‘When They Came for the Ukrainians …’ a Kazakh Updates Pastor Niemöller

September 9, 2014
The poster with an adaptation of anti-fascist and theologian, Pastor Niemöller's poem that addresses the need to stand up to victimization of any certain group. Photo: stopputler.org

Staunton, September 9 – Nurlan Turekhanov, a Kazakh designer, has updated German Pastor Martin Niemöller’s explanation for why Hitler was able to pick off one group after another and why groups whose members think they are beyond being victimized should not be so certain.

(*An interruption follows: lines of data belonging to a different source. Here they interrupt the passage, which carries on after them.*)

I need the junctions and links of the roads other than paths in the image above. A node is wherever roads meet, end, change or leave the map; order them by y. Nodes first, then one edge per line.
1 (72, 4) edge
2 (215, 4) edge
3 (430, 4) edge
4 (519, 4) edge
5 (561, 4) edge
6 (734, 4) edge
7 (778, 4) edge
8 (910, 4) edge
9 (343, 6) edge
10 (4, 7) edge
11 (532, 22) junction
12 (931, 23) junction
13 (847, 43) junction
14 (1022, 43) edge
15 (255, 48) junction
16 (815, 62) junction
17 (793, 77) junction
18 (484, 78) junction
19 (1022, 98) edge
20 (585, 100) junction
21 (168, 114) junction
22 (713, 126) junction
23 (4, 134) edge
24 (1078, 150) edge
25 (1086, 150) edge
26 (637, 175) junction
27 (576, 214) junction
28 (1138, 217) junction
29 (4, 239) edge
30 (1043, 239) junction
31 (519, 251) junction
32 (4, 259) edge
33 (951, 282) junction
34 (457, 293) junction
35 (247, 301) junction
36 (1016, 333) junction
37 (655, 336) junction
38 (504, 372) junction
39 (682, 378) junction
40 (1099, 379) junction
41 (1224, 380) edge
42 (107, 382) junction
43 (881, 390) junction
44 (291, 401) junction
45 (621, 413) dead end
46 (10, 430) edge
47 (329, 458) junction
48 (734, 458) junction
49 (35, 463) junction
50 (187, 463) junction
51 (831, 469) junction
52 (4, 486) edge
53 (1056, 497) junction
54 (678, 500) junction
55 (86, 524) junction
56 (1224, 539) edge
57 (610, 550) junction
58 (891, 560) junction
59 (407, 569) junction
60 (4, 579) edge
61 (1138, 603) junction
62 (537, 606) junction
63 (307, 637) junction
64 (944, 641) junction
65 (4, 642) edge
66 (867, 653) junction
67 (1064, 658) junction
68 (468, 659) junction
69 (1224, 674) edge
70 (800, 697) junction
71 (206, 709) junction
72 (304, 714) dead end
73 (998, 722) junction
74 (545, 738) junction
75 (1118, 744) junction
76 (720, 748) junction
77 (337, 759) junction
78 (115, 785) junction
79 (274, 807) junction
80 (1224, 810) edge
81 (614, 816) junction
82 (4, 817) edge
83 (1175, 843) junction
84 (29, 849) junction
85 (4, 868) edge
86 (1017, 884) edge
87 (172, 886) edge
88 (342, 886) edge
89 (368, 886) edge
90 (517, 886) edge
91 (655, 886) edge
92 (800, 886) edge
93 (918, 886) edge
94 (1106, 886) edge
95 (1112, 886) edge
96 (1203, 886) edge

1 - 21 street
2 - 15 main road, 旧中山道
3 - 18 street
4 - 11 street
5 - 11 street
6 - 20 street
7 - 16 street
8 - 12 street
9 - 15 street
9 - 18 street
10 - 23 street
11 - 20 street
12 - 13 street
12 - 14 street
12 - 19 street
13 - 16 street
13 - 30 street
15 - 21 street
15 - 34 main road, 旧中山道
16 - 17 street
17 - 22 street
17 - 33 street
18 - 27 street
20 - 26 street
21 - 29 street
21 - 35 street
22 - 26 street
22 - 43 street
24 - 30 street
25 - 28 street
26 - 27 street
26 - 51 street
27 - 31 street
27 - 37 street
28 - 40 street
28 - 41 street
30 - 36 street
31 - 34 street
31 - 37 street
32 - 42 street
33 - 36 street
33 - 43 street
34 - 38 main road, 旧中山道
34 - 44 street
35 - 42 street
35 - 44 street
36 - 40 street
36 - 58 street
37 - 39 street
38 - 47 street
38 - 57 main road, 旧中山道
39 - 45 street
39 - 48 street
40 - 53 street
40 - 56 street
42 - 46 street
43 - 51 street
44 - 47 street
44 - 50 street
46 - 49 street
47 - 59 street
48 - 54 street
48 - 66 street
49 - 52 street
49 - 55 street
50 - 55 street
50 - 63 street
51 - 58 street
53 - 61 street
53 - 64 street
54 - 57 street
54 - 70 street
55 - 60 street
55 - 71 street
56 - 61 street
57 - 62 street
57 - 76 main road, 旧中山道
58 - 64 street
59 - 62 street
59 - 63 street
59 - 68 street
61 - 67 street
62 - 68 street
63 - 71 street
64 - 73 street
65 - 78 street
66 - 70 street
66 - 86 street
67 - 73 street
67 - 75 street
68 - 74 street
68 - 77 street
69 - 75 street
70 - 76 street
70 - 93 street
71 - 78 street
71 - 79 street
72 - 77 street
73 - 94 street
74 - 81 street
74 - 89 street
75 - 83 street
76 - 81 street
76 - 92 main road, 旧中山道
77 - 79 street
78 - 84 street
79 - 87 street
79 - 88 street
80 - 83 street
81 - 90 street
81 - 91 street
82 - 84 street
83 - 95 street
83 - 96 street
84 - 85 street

In a poster that has gone viral in the Kazakh, Russian and Belarusian blogosphere but that deserves to be even more widely known, Turekhanov writes the following: “When they came for the Moldovans, I didn’t say anything because I wasn’t a Moldovan. When they came for the Georgians, I didn’t say anything because I wasn’t a Georgian.”

“When they came for the Ukrainians, I didn’t say anything because I wasn’t a Ukrainian. When they came for me, there wasn’t anyone left to speak out on my behalf.”

Many writers have referred to Niemöller’s observation in recent months, but to the extent that many in the populations of the post-Soviet states are now doing so, Vladimir Putin’s aggression against Ukraine may come to be viewed by an increasing number of them as a direct threat to all of them, as an indication that an attack on one is an attack on all.

The spread of such attitudes will not only represent another obstacle for the Kremlin leader but also and potentially more importantly create the basis for cooperation among groups of these countries, cooperation that could help them resolve some of their own problems even as they help to block Moscow’s aggression.